Dans les Pays de la Loire, l’épidémie n’est pas encore totalement éteinte et tout a été fait pour que la Bretagne voisine, autre poids lourd de la production, soit épargnée, en dépit de quelques foyers sporadiques. L’épidémie en cours va faire exploser le montant des indemnisations, comprises entre 250 et 300 millions d’euros pour chacune des trois crises sanitaires récentes. « Si les maillons accouvage et abattage ne sont pas indemnisés à 100%, en raison des plafonds et des pourcentages de prise en charge, les éleveurs le sont à 100% sur la base de la marge brute, explique Yann Nédélec, directeur de l’Anvol, l’interprofession des volailles de chair. Mais cette année, étant donnée l’ampleur de la crise, dès lors que les éleveurs auront le droit de remettre en place des animaux, face au risque d’engorgement des abattoirs, il y aura des décalages de plusieurs semaines voire de plusieurs mois, période pendant laquelle les indemnisations sont plus faibles ». La profession négocie avec les pouvoirs publics des aménagements visant à mieux indemniser en pareil cas.
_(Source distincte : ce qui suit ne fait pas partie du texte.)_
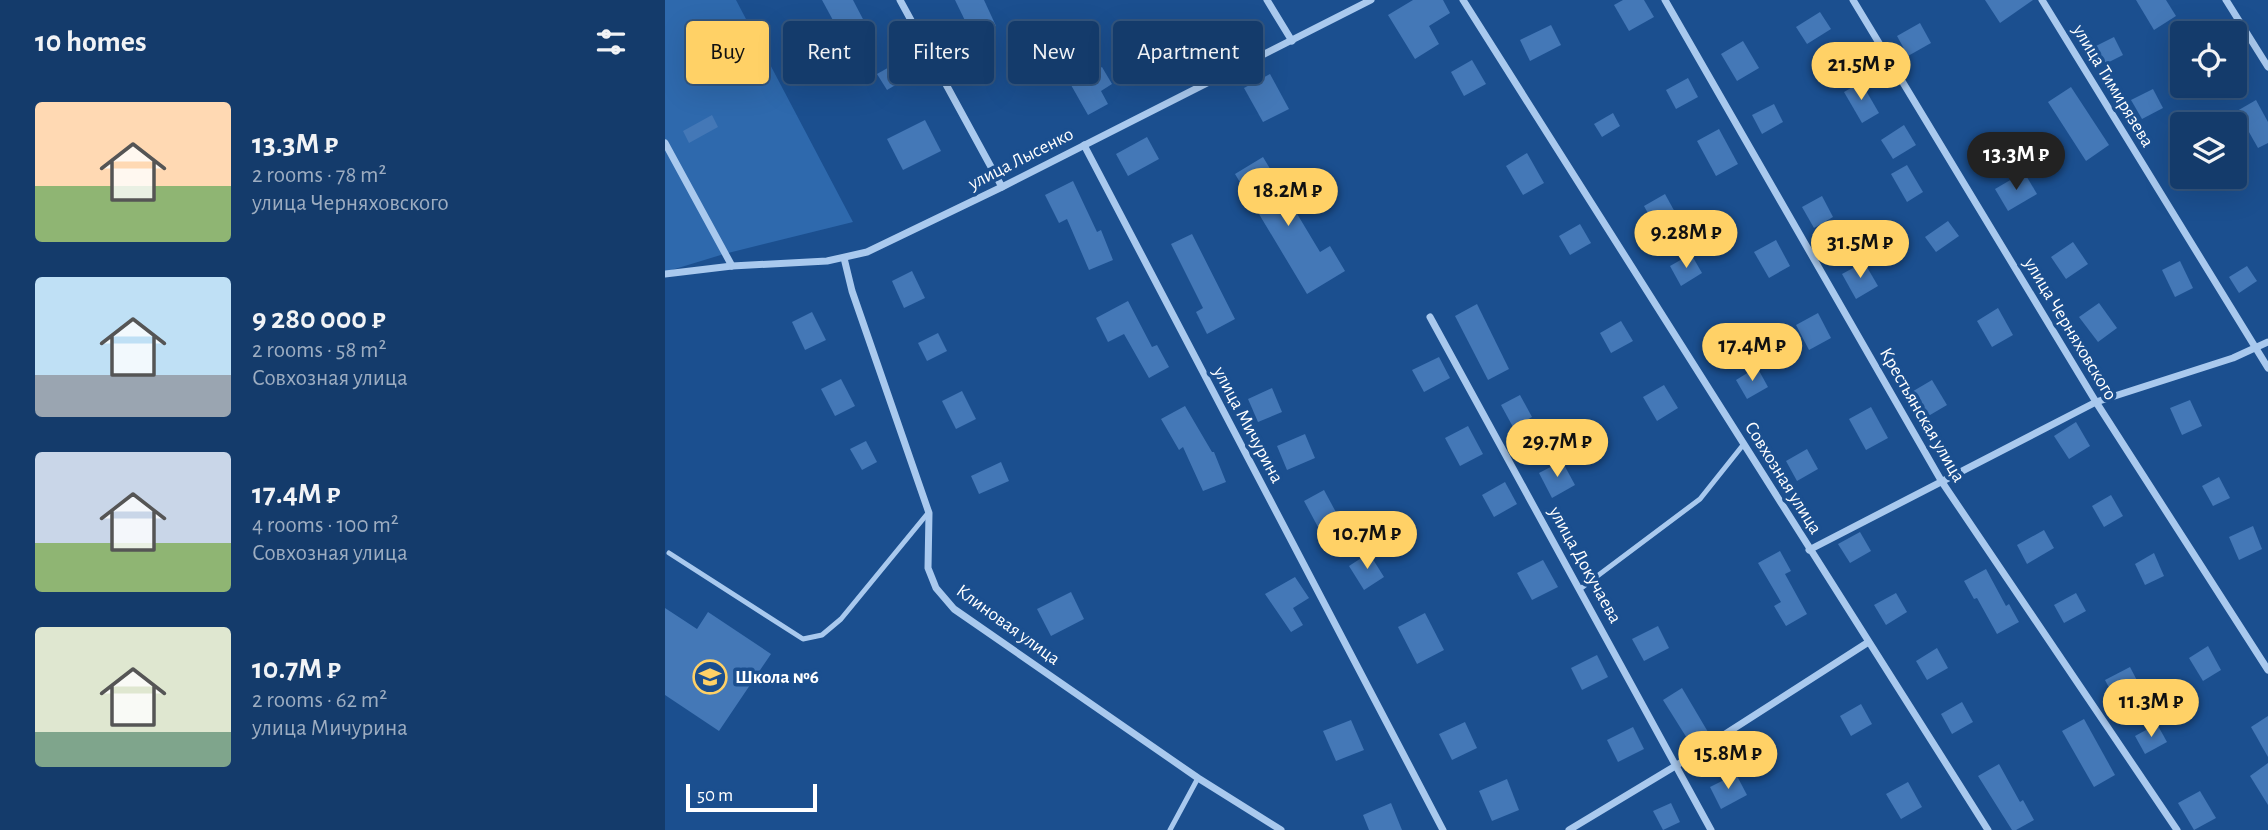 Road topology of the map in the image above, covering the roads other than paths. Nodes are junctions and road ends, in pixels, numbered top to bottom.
1 (901, 0) edge
2 (1267, 0) edge
3 (1371, 0) edge
4 (1463, 0) edge
5 (1665, 0) edge
6 (1853, 0) edge
7 (2042, 0) edge
8 (2226, 0) edge
9 (1292, 41) junction
10 (2268, 67) edge
11 (665, 143) edge
12 (1084, 145) junction
13 (1002, 187) junction
14 (844, 258) junction
15 (732, 266) junction
16 (665, 274) edge
17 (1430, 317) dead end
18 (2268, 342) edge
19 (2256, 349) junction
20 (2268, 368) edge
21 (2096, 402) junction
22 (1743, 445) junction
23 (1942, 482) junction
24 (929, 513) junction
25 (1809, 550) junction
26 (670, 553) dead end
27 (1580, 589) junction
28 (1867, 643) junction
29 (2268, 670) edge
30 (1677, 765) junction
31 (1198, 778) junction
32 (1170, 830) edge
33 (1281, 830) edge
34 (1443, 830) edge
35 (1569, 830) edge
36 (1711, 830) edge
37 (1988, 830) edge
38 (2177, 830) edge

1 - 13 street
2 - 9 street
3 - 9 street, улица Лысенко
4 - 22 street, Совхозная улица
5 - 23 street, Крестьянская улица
6 - 21 street, улица Черняховского
7 - 19 street, улица Тимирязева
8 - 10 street
9 - 12 street, улица Лысенко
11 - 15 street
12 - 13 street, улица Лысенко
12 - 34 street, улица Мичурина
13 - 14 street, улица Лысенко
14 - 15 street, улица Лысенко
14 - 24 street, Клиновая улица
15 - 16 street, улица Лысенко
17 - 27 street, улица Докучаева
18 - 19 street
19 - 20 street, улица Тимирязева
19 - 21 street
21 - 23 street
21 - 29 street, улица Черняховского
22 - 25 street, Совхозная улица
22 - 27 lane
23 - 25 street
23 - 38 street, Крестьянская улица
24 - 26 lane
24 - 31 street, Клиновая улица
25 - 28 street, Совхозная улица
27 - 30 street, улица Докучаева
28 - 30 street
28 - 37 street, Совхозная улица
30 - 35 street
30 - 36 street, улица Докучаева
31 - 32 lane
31 - 33 street, Клиновая улица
Les chiffres de la filière volailles et palmipèdes (Source :  Itavi)
Les chiffres de la filière volailles et palmipèdes (Source : Itavi)
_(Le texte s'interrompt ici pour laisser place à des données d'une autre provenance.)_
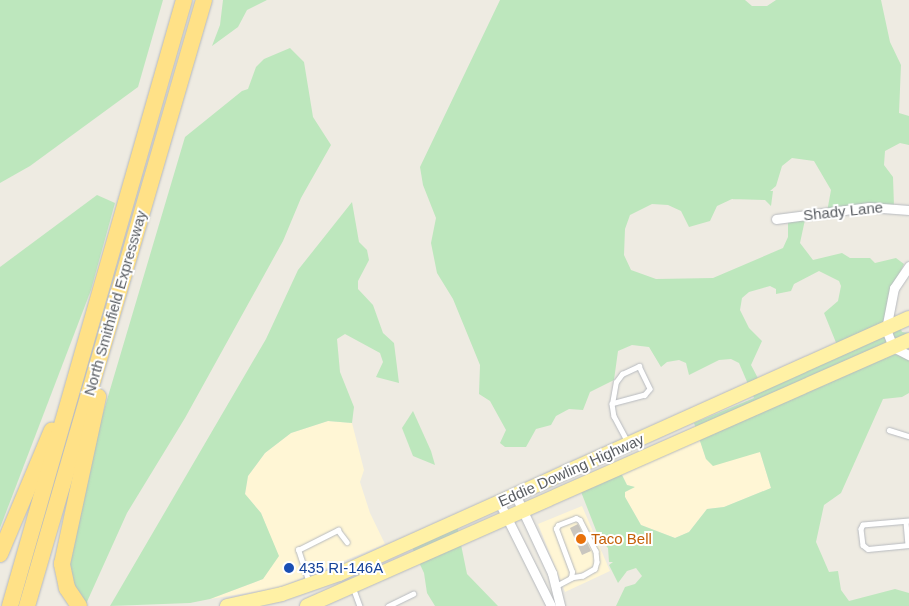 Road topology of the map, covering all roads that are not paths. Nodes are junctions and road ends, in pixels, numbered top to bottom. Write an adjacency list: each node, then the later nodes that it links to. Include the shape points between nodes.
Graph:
1 (184, 0): 8 (highway, North Smithfield Expressway)
2 (204, 0): 6 (highway, North Smithfield Expressway)
3 (909, 210): 4 (street, Shady Lane, via 869,206)
4 (776, 219)
5 (909, 266): 9 (street, via 894,288)
6 (112, 316): 32 (highway, North Smithfield Expressway); 33 (highway, via 104,370 62,558 65,583)
7 (909, 318): 9 (main road, Eddie Dowling Highway)
8 (94, 320): 24 (highway); 31 (highway, North Smithfield Expressway)
9 (886, 329): 11 (street); 16 (main road, Eddie Dowling Highway)
10 (909, 340): 11 (main road, Eddie Dowling Highway)
11 (893, 347): 12 (street); 19 (main road, Eddie Dowling Highway)
12 (909, 355)
13 (612, 404): 13 (lane, via 616,382 622,374 639,366 650,389 645,396); 16 (lane, via 614,416)
14 (889, 430): 15 (lane)
15 (909, 436)
16 (628, 443): 17 (main road, Eddie Dowling Highway)
17 (515, 494): 18 (main road, Eddie Dowling Highway); 19 (street)
18 (499, 502): 20 (street); 26 (main road, Eddie Dowling Highway)
19 (524, 511): 20 (main road, Eddie Dowling Highway); 28 (street)
20 (508, 517): 27 (main road, Eddie Dowling Highway); 29 (street)
21 (908, 522): 23 (lane); 23 (lane, via 863,525 861,529 863,545 868,549)
22 (347, 542): 26 (lane, via 342,531 338,530 298,550)
23 (908, 545)
24 (0, 554)
25 (571, 578): 25 (lane, via 571,566 557,533 558,525 580,520 596,551 595,569); 28 (lane)
26 (309, 586): 34 (main road, Eddie Dowling Highway)
27 (352, 586): 35 (main road, Eddie Dowling Highway); 36 (lane)
28 (556, 586): 29 (street); 39 (street)
29 (545, 591): 38 (street)
30 (413, 594): 37 (lane)
31 (10, 606)
32 (27, 606)
33 (79, 606)
34 (227, 606)
35 (307, 606)
36 (360, 606)
37 (388, 606)
38 (551, 606)
39 (560, 606)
De la vulnérabilité des élevages reproducteurs

L’autre facteur aggravant de l’épidémie en cours réside dans le fait que des élevages reproducteurs ont été atteints, ce qui va réduire l’offre d’animaux nécessaires aux remises en place. « Dans le Sud-Ouest, les remises en place, effectives depuis la fin mars sont prudentes et les couvoirs parviennent à fournir, indique Marie-Pierre Pé. Mais lorsque les Pays de la Loire repartiront en production, probablement entre la mi-juin et juillet, nous allons nous trouver dans une situation inédite de concurrence ».

L ‘épizootie 2021-2022 aura, de ce point de vue, pointé une nouvelle vulnérabilité de la filière. « Il faudra tirer les conclusions de cette dépendance à la fourniture d’animaux d’un jour concentrée sur une région », poursuit la directrice du Cifog. Selon l’Anvol, les filières canard à rôtir et pintade mettront deux ans à se remettre de la crise, du fait justement de l’atteinte des élevages reproducteurs. « Pour les poulet et dindes, le retour à la normale en terme de production n’interviendra pas avant 2023, sans pour autant générer de risque de pénurie dans les rayons, sous l’effet des réorganisations de planning par les abatteurs », indique Yann Nédélec. La production de foie gras sera aussi altérée, les Pays de la Loire réalisant 20% de la production nationale.

Une planification collective associant canards et volailles

A l’occasion des remises en place d’animaux dans le Sud-Ouest, la profession explore de nouvelles pistes pour tenter de déjouer les risques lors de l’hiver prochain. « Nous allons mettre en place une planification collective et intelligente associant les volailles et les palmipèdes au sein des zones à risque de diffusion, explique Marie-Pierre Pé. L’idée est de coordonner les vides sanitaires pour éviter les tensions et rendre les territoires moins vulnérables ». Le Cifog rappelle que la mise en place de sa base de données, datant de 2016, a permis de mettre en œuvre la dédensification (à hauteur de 28%), inscrite dans la feuille de route établie en juillet 2021.

"De toute évidence, nous avons besoin de l’outil vaccinal dans la boite à outils"

Outre la planification collective, la profession estime que des progrès sont réalisable en matière de biosécurité, d’observance ou encore au niveau des capacités d’évacuation vers l’équarrissage. Il y a enfin la piste vaccinale. « De toute évidence, nous avons besoin de l’outil vaccinal dans la boite à outils, affirme Marie-Pierre Pé. Au départ, du fait de l’impact sur les exportations, la filière volaille ne voulait pas en entendre parler. Aujourd’hui, tous les pays européens touchés réclament cette mise au point ». « Nous poussons pour que le sujet soit porté au niveau européen », appuie Yann Nédélec. Selon les interprofessions, le démarrage de l’expérimentation, en France, est imminent.